I have also installed additional packages such as black (my preferred linter), the ‘Remote - SSH’ tool for accessing HPCs, tools for better git management, tools for previewing and linting markdown, csv, and Makefiles, and even an add-on for using Jupyter Notebooks within VS Code. I didn’t do this all on day one though! Just know that if there’s something you want to do with code or programming, there’s probably some way that VS code can help.

3.3. Jupyter Notebooks#

The modern ‘data sciencey’ way of interacting with Python is through something called Jupyter Notebooks. These are mixed-media documents of text and code that allow you to annotate and iterate code production. If you want an example of what one looks like, then look no further that Section 2 (Using Python) and Section 3 (Using Cryosphere Data) of this very documentation, which are actually Jupyter Notebooks!

Jupyter Lab, the software in wihch you make your Notebook, can be installed via conda. It is recommended to do this in either your ‘base’ environment or a purpose built environment (e.g. jupyter-env). This is because you don’t want other packages creating conflicts with Jupyter.

(geospatial) tom ~ % conda activate base
(base) tom ~ % conda install jupyterlab

We can still use our other installed conda environments within our Jupyter notebooks, but it isn’t automatic - it takes a bit of jigging using something called ipykernel. This isn’t hard and is pretty self-explanatory:

(base) tom ~ % conda activate geospatial
(geospatial) tom ~ % conda install ipykernel
(geospatial) tom ~ % python -m ipykernel install --user --name geospatial-kernel --display
-name "Python (geospatial environment)"

Now, you can open Jupyter lab back in the other environment:

(geospatial) tom ~ % conda activate base
(base) tom ~ % jupyter lab

This will open an instance of Jupyter Lab as a tab of your web browser.

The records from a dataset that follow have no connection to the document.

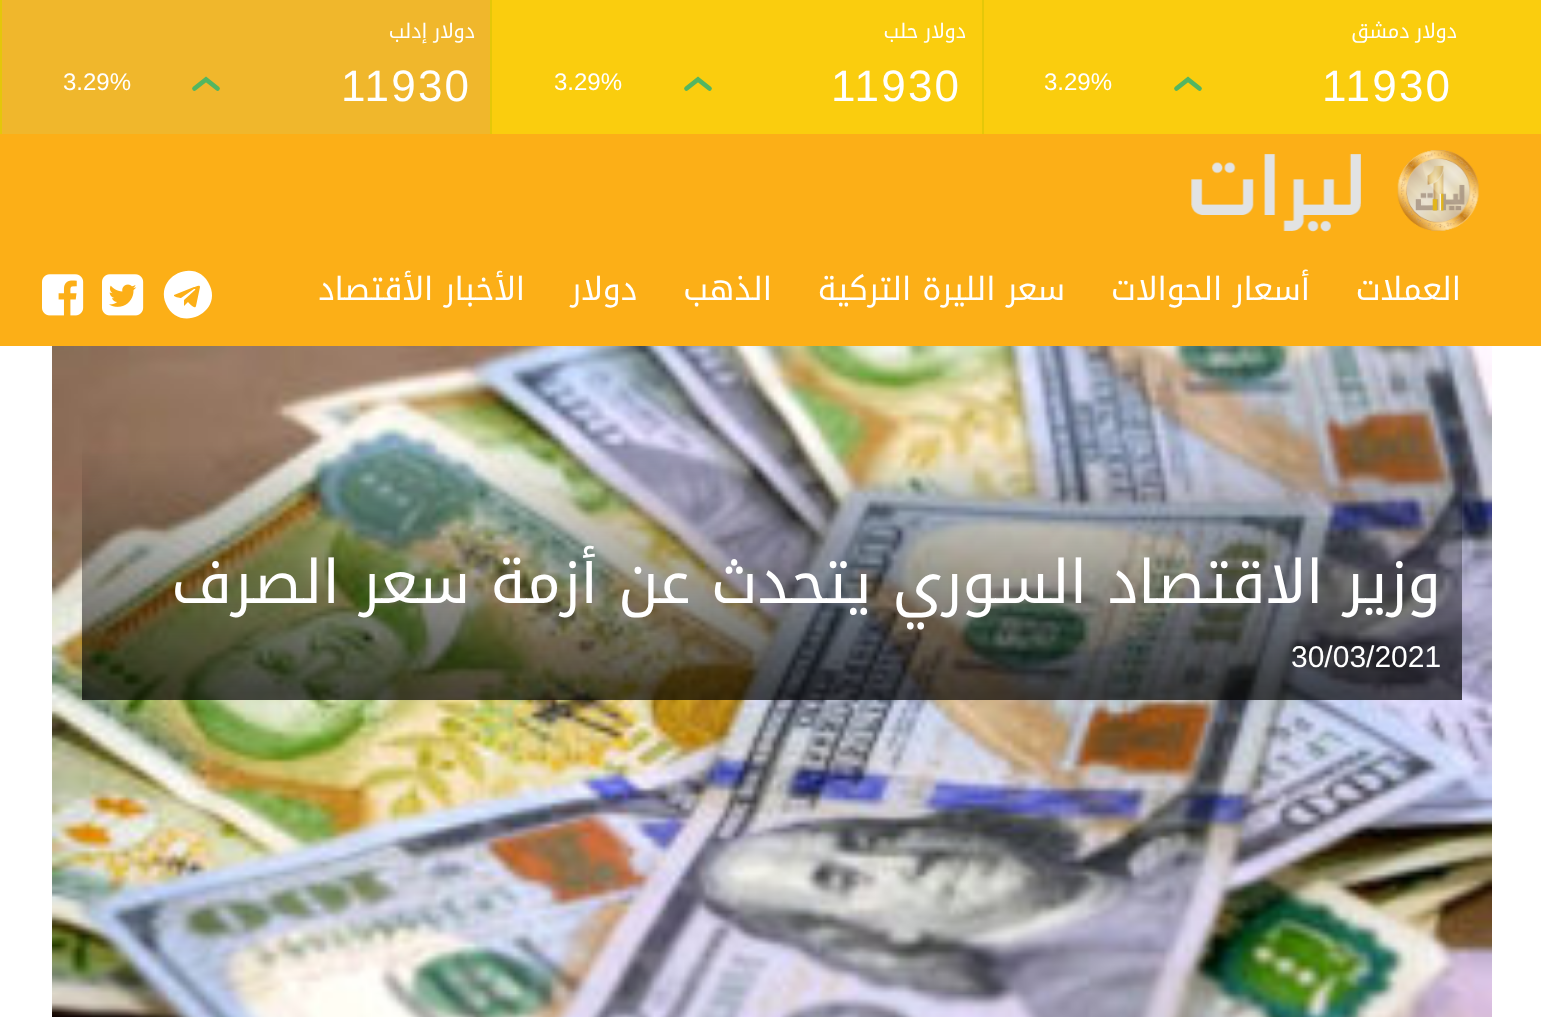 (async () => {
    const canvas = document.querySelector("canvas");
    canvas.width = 1541;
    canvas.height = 1017;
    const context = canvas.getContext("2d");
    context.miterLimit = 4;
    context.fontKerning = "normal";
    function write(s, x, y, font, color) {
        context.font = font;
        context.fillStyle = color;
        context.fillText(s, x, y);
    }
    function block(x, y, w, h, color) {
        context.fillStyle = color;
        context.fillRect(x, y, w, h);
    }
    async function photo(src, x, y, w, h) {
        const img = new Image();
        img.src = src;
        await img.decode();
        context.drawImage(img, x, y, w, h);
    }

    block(0, 0, 1541, 1017, "rgb(255, 255, 255)");
    block(492, 0, 1049, 134, "rgb(250, 205, 14)");
    block(982, 0, 2, 136, "rgb(228, 199, 9)");
    context.letterSpacing = "0.5px";
    context.wordSpacing = "-1px";
    context.direction = "rtl";
    write("دولار دمشق", 1457, 38, "20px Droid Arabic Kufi", "rgb(255, 255, 255)");
    context.letterSpacing = "2.25px";
    context.wordSpacing = "0px";
    context.direction = "ltr";
    write("11930", 1322, 101, "44px Liberation Sans", "rgb(255, 255, 255)");
    context.beginPath();
    context.moveTo(1176.5, 88.5);
    context.lineTo(1188, 79.5);
    context.lineTo(1199.5, 88.5);
    context.strokeStyle = "rgb(83, 182, 97)";
    context.lineWidth = 4.7;
    context.lineCap = "round";
    context.stroke();
    context.letterSpacing = "0px";
    write("3.29%", 1044, 90, "24px Liberation Sans", "rgb(255, 255, 255)");
    block(490, 0, 2, 134, "rgb(228, 199, 9)");
    context.letterSpacing = "0.5px";
    context.wordSpacing = "-1px";
    context.direction = "rtl";
    write("دولار حلب", 966, 38, "20px Droid Arabic Kufi", "rgb(255, 255, 255)");
    context.letterSpacing = "2.25px";
    context.wordSpacing = "0px";
    context.direction = "ltr";
    write("11930", 831, 101, "44px Liberation Sans", "rgb(255, 255, 255)");
    context.beginPath();
    context.moveTo(686.5, 88.5);
    context.lineTo(698, 79.5);
    context.lineTo(709.5, 88.5);
    context.stroke();
    context.letterSpacing = "0px";
    write("3.29%", 554, 90, "24px Liberation Sans", "rgb(255, 255, 255)");
    block(2, 0, 488, 134, "rgb(240, 183, 44)");
    block(0, 0, 2, 134, "rgb(228, 199, 9)");
    context.letterSpacing = "0.5px";
    context.wordSpacing = "-1px";
    context.direction = "rtl";
    write("دولار إدلب", 475, 38, "20px Droid Arabic Kufi", "rgb(255, 255, 255)");
    context.letterSpacing = "2.25px";
    context.wordSpacing = "0px";
    context.direction = "ltr";
    write("11930", 341, 101, "44px Liberation Sans", "rgb(255, 255, 255)");
    context.beginPath();
    context.moveTo(194.5, 88.5);
    context.lineTo(206, 79.5);
    context.lineTo(217.5, 88.5);
    context.stroke();
    context.letterSpacing = "0px";
    write("3.29%", 63, 90, "24px Liberation Sans", "rgb(255, 255, 255)");
    block(0, 134, 1541, 212, "rgb(252, 175, 23)");
    await photo("media/1.png", 1191, 150, 289, 82);
    context.direction = "rtl";
    write("العملات", 1461, 300, "32px Droid Arabic Kufi", "rgb(255, 255, 255)");
    write("أسعار الحوالات", 1310, 300, "32px Droid Arabic Kufi", "rgb(255, 255, 255)");
    write("سعر الليرة التركية", 1065, 300, "32px Droid Arabic Kufi", "rgb(255, 255, 255)");
    write("الذهب", 772, 300, "32px Droid Arabic Kufi", "rgb(255, 255, 255)");
    write("دولار", 637, 300, "32px Droid Arabic Kufi", "rgb(255, 255, 255)");
    write("الأخبار الأقتصاد", 525, 300, "32px Droid Arabic Kufi", "rgb(255, 255, 255)");
    context.beginPath();
    context.moveTo(196, 306);
    context.lineTo(200, 287);
    context.bezierCurveTo(200, 284, 195, 287, 194, 287);
    context.lineTo(174, 295);
    context.bezierCurveTo(173, 297, 180, 298, 181, 298);
    context.lineTo(194, 289);
    context.bezierCurveTo(195, 289, 196, 289, 195, 290);
    context.lineTo(184, 300);
    context.lineTo(184, 306);
    context.lineTo(188, 302);
    context.bezierCurveTo(189, 303, 195, 310, 196, 306);
    context.closePath();
    context.moveTo(210, 286);
    context.bezierCurveTo(222, 314, 178, 333, 166, 304);
    context.bezierCurveTo(154, 275, 198, 256, 210, 286);
    context.closePath();
    context.fill();
    await photo("media/2.png", 102, 274, 42, 42);
    await photo("media/3.png", 42, 274, 42, 42);
    await photo("media/4.png", 52, 346, 1440, 671);
    write("وزير الاقتصاد السوري يتحدث عن أزمة سعر الصرف", 1441, 603, "60px Droid Arabic Kufi", "rgb(255, 255, 255)");
    context.direction = "ltr";
    write("30/03/2021", 1291, 667, "30px Liberation Sans", "rgb(255, 255, 255)");
})();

Note that, by default, the Lab environment defaults to a base directory that is the directory you were in at the command prompt. You may wish to cd to a different directory (e.g. the directory of the project you are working on) to make things convenient.

If you correctly battled with ipykernel as above, there will be an option on the home screen to create a new Notebook within the “Python (geospatial environment)” environment (or whatever you chose to name it). Alternatively, create a new Notebook and select the correct environment from the kernel dropdown menu in the top-right-hand corner of the notebook. Now, you will be able to access all of your geospatial environment packages from within Jupyter!

When you have finished with Jupyter, make sure to save your files and close it - either within the file menu in-browser, or by returning to your terminal and ending the operaturation using ctrl+c (or cmd+c on Mac).

I will let other tutorials take you in detail (e.g. 1, 2) now that you’re up and running - but now that we’ve set up Python and found ways to interact it, we can begin using it!